* [EXERCISE PROMPT]:
For the records below, work out the number of lines holding "wrist" and reply with only that.

(Collected data entries)
· · ·

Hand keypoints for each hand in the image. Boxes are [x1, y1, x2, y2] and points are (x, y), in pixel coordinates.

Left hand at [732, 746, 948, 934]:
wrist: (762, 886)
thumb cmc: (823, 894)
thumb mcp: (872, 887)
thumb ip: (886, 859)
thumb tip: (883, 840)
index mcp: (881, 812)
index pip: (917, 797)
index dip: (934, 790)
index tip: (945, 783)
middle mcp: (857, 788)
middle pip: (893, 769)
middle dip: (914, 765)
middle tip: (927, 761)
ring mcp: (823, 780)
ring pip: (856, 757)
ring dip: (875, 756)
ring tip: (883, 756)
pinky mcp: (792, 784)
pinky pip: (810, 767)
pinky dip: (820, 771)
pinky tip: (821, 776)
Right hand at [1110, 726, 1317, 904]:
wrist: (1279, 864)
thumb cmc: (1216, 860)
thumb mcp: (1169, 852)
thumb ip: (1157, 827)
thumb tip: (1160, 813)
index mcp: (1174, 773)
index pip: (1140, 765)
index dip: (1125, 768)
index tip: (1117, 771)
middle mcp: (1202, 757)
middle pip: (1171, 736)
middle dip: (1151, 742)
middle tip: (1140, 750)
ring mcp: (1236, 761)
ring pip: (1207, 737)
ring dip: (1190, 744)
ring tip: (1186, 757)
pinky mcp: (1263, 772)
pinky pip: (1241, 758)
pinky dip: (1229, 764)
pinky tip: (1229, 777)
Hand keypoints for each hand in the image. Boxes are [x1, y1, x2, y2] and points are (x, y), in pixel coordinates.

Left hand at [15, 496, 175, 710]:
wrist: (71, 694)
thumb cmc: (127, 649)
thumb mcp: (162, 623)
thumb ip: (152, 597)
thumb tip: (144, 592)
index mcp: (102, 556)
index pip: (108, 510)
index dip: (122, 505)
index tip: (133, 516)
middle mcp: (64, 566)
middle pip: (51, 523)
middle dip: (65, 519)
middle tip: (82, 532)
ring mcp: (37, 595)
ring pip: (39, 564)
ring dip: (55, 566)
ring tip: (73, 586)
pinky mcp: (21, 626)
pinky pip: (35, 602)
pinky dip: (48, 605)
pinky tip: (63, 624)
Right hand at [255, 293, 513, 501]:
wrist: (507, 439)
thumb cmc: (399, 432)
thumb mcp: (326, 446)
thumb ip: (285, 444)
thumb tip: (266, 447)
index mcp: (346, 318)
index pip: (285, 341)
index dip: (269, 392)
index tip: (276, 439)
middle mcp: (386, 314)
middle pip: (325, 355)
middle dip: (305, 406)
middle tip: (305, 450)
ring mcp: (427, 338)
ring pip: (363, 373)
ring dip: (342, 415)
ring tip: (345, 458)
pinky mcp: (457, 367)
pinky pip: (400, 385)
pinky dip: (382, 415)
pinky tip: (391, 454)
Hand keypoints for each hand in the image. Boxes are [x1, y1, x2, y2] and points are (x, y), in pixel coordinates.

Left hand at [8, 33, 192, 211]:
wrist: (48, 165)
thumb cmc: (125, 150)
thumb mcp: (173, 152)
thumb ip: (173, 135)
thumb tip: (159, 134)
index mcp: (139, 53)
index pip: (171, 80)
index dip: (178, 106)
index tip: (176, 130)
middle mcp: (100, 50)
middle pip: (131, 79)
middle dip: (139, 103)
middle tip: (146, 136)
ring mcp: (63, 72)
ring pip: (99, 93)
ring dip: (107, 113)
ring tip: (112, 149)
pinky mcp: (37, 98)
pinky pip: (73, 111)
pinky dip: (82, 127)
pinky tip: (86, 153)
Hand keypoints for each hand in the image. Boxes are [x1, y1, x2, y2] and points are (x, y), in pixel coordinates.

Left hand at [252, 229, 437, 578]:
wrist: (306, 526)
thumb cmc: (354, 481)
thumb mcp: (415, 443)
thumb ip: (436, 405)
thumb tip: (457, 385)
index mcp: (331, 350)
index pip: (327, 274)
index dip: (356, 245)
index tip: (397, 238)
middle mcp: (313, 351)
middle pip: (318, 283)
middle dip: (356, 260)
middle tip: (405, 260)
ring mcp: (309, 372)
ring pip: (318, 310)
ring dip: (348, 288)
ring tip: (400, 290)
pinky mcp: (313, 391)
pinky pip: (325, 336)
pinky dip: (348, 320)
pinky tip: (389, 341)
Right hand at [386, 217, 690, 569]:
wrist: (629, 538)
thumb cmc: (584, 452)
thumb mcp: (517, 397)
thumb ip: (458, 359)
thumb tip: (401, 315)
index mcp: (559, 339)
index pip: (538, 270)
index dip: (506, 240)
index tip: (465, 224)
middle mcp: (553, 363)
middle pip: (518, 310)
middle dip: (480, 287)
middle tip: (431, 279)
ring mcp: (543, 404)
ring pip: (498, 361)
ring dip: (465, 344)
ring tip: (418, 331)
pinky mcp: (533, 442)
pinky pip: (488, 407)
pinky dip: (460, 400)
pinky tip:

· · ·

* [TASK ANSWER]:
7